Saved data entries
======
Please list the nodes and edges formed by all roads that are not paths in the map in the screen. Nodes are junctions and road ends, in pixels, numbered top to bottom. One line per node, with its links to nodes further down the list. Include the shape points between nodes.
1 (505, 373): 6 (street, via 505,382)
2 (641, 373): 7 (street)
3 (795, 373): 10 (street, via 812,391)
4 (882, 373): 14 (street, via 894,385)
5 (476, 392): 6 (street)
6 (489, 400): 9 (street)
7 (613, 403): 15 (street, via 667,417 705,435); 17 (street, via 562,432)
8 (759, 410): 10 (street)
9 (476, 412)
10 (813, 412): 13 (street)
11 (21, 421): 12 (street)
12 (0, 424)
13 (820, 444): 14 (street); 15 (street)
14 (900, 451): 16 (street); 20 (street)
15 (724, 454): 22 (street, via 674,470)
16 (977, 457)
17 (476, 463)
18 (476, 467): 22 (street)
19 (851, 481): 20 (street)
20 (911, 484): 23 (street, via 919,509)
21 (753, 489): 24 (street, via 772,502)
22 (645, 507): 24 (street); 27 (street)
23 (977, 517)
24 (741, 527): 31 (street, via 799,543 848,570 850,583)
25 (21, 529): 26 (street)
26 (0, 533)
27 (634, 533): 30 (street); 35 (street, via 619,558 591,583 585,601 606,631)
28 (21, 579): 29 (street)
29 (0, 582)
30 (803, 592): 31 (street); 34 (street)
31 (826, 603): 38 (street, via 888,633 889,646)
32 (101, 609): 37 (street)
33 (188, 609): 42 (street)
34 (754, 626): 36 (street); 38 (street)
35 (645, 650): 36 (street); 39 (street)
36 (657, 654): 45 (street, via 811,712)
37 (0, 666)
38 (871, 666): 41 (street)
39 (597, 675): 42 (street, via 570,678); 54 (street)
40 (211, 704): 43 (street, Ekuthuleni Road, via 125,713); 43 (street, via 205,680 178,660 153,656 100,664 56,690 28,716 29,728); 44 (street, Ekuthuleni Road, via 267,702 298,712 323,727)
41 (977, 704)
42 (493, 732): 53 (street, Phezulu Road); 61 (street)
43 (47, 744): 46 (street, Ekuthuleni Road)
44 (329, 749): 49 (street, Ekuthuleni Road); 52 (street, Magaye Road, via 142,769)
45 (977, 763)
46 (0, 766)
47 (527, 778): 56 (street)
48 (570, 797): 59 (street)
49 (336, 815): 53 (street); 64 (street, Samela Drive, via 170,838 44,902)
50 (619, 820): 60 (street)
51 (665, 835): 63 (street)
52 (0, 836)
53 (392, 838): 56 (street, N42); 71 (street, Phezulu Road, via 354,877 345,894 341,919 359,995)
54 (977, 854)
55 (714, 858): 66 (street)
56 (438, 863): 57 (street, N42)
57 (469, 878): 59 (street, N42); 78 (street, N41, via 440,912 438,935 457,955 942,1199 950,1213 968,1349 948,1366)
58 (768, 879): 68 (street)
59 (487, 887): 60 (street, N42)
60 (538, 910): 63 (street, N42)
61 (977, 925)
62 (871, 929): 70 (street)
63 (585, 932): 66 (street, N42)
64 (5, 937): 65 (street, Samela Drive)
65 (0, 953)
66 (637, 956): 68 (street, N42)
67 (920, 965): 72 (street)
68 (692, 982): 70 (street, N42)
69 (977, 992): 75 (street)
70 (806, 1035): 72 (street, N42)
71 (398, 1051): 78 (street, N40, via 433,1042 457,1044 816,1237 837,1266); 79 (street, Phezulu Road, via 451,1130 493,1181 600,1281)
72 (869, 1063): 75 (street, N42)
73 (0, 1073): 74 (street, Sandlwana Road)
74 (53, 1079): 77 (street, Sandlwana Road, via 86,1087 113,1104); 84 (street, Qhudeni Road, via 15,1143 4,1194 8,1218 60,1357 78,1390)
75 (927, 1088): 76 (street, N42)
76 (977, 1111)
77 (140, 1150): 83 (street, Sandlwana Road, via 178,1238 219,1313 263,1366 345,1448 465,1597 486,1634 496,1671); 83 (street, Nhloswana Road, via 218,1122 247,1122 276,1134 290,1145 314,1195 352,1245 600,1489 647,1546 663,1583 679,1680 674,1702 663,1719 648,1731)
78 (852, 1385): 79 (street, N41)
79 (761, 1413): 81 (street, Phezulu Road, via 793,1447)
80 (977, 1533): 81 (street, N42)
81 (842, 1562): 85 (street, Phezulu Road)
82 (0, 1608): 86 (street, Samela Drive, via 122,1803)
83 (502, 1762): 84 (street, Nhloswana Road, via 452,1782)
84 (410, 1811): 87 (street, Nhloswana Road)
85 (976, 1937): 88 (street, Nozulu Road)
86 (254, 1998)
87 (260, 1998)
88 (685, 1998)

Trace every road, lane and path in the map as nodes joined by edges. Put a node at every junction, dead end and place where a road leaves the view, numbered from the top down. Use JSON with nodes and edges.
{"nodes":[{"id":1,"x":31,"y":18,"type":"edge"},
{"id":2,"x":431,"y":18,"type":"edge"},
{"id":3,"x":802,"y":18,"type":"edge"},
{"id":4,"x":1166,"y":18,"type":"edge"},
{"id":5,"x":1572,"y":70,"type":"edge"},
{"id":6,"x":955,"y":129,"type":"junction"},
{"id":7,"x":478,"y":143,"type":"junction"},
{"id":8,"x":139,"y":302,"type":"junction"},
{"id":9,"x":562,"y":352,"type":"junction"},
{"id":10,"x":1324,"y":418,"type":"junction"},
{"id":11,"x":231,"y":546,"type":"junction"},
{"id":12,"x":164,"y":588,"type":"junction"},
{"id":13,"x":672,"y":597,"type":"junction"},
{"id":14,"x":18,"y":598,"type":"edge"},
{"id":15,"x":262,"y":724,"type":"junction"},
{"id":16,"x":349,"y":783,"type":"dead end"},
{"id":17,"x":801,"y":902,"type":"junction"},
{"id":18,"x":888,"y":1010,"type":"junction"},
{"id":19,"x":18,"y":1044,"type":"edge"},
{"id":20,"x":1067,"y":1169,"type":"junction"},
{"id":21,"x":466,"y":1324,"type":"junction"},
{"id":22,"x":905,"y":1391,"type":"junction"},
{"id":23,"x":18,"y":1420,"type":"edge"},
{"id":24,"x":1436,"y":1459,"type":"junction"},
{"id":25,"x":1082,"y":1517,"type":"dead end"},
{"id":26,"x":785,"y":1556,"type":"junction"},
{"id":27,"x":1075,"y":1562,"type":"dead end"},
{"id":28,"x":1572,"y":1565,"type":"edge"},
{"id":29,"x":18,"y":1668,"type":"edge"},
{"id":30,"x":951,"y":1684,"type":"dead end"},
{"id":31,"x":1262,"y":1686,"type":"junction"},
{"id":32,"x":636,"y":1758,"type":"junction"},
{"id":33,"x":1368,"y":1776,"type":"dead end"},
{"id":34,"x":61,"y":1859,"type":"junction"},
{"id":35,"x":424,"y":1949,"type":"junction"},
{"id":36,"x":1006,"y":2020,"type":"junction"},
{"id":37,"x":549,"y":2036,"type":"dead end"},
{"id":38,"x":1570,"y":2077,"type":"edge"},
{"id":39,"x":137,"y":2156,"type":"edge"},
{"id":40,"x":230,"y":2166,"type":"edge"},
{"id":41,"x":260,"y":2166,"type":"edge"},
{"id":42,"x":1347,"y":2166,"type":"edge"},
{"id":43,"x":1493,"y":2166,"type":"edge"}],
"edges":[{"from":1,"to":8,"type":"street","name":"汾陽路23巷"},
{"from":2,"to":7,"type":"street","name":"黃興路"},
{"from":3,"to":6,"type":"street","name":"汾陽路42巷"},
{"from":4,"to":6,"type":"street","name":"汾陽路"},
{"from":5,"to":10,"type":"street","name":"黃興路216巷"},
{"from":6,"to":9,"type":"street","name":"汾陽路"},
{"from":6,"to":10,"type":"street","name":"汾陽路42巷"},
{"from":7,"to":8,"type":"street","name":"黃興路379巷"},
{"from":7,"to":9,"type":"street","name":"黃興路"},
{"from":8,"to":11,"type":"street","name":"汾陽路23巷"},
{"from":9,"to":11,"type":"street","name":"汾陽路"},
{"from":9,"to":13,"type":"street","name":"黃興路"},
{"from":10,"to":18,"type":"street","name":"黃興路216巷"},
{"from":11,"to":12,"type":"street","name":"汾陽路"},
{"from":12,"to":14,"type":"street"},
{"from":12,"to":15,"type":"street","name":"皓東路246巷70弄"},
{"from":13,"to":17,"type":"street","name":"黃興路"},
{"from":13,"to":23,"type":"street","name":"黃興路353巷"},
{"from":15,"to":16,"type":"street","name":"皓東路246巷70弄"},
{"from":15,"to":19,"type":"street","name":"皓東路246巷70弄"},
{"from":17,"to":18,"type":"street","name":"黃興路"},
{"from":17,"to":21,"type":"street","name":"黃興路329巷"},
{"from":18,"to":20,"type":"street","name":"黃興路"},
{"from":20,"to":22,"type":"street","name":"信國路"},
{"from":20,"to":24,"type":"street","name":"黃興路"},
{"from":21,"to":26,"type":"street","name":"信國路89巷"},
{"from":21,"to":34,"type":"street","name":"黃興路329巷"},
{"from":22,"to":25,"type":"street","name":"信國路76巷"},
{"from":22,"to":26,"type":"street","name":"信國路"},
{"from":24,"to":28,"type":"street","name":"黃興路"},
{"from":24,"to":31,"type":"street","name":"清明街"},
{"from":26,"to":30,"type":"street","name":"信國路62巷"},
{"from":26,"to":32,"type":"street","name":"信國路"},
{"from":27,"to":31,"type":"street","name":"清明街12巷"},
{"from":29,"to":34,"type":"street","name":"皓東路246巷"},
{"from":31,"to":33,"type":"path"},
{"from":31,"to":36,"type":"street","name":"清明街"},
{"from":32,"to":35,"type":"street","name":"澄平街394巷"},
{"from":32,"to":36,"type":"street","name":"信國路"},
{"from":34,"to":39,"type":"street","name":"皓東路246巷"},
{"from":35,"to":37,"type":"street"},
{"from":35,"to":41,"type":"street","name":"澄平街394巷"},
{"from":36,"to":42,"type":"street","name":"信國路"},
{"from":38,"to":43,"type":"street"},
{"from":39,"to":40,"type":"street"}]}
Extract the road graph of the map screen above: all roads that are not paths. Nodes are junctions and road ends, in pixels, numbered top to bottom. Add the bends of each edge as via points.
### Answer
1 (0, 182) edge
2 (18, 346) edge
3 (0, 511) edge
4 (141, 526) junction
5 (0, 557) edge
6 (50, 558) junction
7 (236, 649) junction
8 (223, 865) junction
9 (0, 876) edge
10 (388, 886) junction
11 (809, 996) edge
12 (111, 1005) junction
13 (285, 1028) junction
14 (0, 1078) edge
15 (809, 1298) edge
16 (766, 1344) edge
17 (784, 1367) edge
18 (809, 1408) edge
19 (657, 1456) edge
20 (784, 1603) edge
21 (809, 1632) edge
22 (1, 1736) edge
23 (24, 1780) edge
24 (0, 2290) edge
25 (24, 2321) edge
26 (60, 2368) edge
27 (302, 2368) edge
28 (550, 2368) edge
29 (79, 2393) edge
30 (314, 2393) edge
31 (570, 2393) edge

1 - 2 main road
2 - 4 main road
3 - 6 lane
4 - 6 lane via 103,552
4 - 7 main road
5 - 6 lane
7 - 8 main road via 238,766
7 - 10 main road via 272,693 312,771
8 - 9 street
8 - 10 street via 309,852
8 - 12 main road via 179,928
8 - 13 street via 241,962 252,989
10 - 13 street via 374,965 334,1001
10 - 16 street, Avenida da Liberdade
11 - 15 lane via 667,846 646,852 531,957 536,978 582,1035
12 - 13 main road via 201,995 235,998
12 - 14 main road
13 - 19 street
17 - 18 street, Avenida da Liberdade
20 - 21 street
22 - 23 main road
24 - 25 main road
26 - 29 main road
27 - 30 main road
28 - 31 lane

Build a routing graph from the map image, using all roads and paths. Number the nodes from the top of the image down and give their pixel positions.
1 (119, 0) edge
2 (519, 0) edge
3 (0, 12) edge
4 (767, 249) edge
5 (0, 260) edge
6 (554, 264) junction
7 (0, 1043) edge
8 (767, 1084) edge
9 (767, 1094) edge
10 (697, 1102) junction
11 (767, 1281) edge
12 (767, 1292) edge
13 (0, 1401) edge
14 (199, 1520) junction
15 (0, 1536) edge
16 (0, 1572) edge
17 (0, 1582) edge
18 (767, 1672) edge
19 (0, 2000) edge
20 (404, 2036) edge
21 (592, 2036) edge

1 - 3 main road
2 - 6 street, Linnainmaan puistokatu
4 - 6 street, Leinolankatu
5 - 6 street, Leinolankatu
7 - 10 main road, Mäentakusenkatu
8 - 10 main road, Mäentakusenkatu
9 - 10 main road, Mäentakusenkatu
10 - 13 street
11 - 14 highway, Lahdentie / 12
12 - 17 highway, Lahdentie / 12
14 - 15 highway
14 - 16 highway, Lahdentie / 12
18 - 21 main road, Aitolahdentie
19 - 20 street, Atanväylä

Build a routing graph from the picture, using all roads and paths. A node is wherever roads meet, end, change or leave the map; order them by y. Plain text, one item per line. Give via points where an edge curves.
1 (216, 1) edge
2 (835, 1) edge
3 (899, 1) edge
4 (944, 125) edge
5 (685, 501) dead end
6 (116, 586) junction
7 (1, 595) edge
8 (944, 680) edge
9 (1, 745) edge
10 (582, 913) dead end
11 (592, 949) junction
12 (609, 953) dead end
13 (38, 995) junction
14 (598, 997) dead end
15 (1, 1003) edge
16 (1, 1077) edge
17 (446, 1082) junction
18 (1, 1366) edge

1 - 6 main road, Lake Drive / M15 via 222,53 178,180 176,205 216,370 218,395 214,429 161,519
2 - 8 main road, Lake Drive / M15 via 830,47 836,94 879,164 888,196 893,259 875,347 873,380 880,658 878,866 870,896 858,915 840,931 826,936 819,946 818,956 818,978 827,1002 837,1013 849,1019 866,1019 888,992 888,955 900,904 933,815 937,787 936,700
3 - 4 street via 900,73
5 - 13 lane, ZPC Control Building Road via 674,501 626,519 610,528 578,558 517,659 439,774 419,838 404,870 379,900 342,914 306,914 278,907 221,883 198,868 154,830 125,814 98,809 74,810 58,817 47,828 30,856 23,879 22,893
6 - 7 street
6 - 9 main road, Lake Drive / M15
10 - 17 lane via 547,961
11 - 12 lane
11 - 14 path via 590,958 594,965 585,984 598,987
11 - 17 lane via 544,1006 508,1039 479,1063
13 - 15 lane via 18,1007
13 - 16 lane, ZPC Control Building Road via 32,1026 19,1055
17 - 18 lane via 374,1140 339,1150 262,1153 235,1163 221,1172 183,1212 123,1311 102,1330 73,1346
======
**ASSIGNMENT**.
Where the word "Liberdade" occurs in a line of the records, copy that line.

**RESPONSE TO THIS TASK**.
10 - 16 street, Avenida da Liberdade
17 - 18 street, Avenida da Liberdade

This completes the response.